### EXERCISE OBJECTIVE
What is needed is every line of the data that includes the word "Serrano". Please copy each one.

(Dataset entries)
__________________________________________________

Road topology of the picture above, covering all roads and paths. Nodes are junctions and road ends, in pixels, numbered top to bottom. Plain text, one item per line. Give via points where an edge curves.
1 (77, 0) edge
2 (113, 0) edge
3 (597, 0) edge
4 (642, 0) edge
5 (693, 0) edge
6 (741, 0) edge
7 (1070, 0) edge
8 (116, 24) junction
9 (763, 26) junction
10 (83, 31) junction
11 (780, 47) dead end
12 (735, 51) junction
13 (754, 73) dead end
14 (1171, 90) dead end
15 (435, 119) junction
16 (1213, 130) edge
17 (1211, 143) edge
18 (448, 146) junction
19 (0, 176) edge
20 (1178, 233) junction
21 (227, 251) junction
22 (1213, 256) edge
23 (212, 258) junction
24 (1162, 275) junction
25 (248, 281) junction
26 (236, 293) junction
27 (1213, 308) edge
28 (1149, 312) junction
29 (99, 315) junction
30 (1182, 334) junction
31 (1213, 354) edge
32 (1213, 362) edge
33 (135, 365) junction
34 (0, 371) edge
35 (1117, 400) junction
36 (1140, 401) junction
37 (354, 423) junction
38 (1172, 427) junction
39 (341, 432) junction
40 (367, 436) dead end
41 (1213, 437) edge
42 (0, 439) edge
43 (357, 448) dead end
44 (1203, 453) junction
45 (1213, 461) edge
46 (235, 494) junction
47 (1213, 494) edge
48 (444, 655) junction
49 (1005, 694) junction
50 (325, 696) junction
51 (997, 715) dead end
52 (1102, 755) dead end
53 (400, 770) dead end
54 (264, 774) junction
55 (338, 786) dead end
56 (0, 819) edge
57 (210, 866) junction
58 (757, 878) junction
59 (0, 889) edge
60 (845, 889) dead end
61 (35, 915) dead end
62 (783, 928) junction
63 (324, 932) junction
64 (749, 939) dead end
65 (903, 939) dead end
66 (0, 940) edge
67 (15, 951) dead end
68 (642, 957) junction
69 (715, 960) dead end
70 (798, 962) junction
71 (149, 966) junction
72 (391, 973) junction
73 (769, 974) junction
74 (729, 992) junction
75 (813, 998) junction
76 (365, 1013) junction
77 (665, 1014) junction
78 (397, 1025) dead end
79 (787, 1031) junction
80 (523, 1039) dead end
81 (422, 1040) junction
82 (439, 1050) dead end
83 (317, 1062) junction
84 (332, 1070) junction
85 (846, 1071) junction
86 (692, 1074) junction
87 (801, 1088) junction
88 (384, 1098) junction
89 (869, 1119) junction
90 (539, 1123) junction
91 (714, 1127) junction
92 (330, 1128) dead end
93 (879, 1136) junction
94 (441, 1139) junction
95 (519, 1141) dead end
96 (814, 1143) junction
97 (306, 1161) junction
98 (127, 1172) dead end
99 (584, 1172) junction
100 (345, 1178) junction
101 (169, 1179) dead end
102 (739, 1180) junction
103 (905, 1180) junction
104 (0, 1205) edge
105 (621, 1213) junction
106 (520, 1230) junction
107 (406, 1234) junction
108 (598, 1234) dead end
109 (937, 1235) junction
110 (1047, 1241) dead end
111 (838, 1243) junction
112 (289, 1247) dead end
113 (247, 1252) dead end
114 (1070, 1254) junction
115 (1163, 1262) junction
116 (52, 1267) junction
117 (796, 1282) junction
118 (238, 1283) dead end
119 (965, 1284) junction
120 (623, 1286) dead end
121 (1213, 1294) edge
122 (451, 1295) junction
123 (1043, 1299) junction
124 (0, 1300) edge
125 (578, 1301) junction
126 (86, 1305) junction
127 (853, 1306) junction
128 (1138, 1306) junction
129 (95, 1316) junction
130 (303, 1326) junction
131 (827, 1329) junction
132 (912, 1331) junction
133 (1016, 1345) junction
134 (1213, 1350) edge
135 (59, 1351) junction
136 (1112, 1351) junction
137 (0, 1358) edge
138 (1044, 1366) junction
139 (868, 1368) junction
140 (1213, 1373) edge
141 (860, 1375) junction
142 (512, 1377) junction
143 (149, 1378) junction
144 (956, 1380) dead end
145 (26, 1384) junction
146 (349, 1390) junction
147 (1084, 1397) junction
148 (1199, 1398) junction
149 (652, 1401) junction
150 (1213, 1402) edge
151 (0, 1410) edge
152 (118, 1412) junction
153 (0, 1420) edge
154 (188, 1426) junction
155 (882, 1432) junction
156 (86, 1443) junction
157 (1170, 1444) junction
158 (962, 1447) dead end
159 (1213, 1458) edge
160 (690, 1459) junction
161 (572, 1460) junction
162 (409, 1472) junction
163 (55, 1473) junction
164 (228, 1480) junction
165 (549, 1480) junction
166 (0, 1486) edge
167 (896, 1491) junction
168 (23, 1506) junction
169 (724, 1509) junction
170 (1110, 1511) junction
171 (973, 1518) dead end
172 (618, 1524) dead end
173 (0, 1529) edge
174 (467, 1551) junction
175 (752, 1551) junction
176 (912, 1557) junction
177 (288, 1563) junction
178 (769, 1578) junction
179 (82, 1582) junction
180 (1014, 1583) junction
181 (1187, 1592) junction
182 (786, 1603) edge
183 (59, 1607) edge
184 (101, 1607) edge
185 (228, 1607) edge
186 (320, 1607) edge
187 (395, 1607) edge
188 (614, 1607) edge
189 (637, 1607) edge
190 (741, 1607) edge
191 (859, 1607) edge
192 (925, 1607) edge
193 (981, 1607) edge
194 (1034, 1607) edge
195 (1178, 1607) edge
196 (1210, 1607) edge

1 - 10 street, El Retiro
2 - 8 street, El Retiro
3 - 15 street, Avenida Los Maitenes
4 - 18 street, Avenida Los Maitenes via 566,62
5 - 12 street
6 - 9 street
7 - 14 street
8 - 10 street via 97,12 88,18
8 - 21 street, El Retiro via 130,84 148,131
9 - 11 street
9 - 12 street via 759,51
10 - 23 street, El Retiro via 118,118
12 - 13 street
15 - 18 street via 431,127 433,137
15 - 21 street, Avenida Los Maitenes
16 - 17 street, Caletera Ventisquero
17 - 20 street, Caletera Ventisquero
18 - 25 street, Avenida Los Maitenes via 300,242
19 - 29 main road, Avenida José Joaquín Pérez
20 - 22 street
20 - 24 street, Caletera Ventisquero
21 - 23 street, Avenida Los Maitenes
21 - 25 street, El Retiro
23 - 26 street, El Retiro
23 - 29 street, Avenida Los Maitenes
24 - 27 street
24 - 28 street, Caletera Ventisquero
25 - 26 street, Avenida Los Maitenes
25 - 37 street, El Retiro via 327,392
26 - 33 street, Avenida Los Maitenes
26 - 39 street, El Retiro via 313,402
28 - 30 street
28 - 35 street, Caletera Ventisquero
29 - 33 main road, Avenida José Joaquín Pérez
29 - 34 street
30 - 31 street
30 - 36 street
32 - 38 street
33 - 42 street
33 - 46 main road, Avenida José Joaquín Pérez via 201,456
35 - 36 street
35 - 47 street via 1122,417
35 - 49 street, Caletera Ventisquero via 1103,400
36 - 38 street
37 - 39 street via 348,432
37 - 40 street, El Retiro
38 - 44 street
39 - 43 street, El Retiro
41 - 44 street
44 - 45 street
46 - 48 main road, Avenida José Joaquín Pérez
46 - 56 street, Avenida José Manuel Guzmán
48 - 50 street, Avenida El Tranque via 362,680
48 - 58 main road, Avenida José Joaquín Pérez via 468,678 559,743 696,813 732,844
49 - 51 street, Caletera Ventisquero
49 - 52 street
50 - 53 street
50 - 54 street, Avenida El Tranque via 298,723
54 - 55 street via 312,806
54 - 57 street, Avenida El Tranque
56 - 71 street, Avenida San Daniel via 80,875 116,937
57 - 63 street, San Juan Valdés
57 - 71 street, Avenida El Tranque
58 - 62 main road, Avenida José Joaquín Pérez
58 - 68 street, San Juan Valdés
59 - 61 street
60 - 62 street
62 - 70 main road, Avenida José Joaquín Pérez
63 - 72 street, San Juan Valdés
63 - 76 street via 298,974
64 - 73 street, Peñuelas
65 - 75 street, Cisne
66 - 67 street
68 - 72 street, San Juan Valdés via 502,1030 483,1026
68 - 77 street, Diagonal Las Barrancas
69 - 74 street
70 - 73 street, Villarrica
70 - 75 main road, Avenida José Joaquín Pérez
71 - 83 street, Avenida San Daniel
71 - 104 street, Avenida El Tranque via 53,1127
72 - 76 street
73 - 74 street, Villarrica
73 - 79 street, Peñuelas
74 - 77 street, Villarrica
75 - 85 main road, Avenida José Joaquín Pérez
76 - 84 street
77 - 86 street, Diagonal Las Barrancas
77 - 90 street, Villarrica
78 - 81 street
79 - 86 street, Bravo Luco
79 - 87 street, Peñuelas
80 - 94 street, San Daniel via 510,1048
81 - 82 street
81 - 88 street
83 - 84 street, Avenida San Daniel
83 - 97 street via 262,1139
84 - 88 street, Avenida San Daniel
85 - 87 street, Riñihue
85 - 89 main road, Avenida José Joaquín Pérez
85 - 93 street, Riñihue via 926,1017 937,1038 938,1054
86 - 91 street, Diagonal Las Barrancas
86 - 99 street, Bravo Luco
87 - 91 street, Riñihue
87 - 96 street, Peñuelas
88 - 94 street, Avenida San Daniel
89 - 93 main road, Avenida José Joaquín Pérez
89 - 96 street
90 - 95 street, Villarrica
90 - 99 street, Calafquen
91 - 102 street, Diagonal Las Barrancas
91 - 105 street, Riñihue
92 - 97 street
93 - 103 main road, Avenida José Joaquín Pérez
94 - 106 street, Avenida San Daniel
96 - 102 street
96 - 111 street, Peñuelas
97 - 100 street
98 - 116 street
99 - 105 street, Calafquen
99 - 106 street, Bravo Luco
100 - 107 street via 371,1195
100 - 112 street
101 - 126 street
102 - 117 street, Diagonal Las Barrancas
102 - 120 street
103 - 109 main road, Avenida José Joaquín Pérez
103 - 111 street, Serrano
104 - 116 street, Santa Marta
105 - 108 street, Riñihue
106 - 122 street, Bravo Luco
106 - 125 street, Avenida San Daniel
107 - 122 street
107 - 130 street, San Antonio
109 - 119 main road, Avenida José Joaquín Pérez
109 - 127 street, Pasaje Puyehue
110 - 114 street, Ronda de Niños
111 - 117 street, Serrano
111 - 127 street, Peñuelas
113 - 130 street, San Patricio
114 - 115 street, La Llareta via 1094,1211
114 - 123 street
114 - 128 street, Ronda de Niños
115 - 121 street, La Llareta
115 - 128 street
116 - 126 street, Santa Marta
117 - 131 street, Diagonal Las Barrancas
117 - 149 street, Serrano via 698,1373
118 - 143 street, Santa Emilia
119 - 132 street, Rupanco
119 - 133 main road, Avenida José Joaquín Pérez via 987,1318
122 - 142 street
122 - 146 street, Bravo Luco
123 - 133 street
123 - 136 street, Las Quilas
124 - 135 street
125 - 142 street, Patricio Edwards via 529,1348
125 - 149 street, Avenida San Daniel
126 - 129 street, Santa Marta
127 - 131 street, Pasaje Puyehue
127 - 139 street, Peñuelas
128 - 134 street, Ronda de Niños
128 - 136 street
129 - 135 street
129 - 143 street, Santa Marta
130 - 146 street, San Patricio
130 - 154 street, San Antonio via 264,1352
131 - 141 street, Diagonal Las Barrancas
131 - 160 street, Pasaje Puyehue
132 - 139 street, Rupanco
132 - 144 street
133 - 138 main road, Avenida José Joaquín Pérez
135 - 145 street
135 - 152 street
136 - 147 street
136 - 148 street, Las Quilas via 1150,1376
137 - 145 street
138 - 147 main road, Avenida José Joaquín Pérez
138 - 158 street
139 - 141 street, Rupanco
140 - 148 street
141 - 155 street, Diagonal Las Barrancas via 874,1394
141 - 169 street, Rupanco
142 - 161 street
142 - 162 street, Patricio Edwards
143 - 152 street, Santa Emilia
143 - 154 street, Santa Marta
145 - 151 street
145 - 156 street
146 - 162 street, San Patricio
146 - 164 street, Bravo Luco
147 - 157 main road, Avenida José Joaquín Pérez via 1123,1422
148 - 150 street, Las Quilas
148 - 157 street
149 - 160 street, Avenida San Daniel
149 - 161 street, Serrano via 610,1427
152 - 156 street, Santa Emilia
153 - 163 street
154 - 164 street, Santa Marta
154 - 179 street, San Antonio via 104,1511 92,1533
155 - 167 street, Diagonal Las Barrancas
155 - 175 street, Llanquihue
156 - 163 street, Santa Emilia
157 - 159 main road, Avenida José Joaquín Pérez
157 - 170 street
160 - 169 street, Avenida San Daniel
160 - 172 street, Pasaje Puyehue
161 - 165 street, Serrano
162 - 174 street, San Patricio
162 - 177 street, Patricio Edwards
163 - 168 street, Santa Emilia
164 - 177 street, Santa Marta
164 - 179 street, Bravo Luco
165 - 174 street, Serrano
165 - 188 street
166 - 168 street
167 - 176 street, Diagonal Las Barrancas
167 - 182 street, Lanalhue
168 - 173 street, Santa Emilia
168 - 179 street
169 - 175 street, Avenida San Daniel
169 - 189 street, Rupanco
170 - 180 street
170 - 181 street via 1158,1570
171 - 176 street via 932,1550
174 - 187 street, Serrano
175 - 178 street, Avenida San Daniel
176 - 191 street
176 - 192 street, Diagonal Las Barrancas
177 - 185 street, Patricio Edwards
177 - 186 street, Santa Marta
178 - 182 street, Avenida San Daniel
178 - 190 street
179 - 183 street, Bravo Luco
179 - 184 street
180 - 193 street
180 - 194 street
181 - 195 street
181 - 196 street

__________________________________________________

### TASK RESPONSE
103 - 111 street, Serrano
111 - 117 street, Serrano
117 - 149 street, Serrano via 698,1373
149 - 161 street, Serrano via 610,1427
161 - 165 street, Serrano
165 - 174 street, Serrano
174 - 187 street, Serrano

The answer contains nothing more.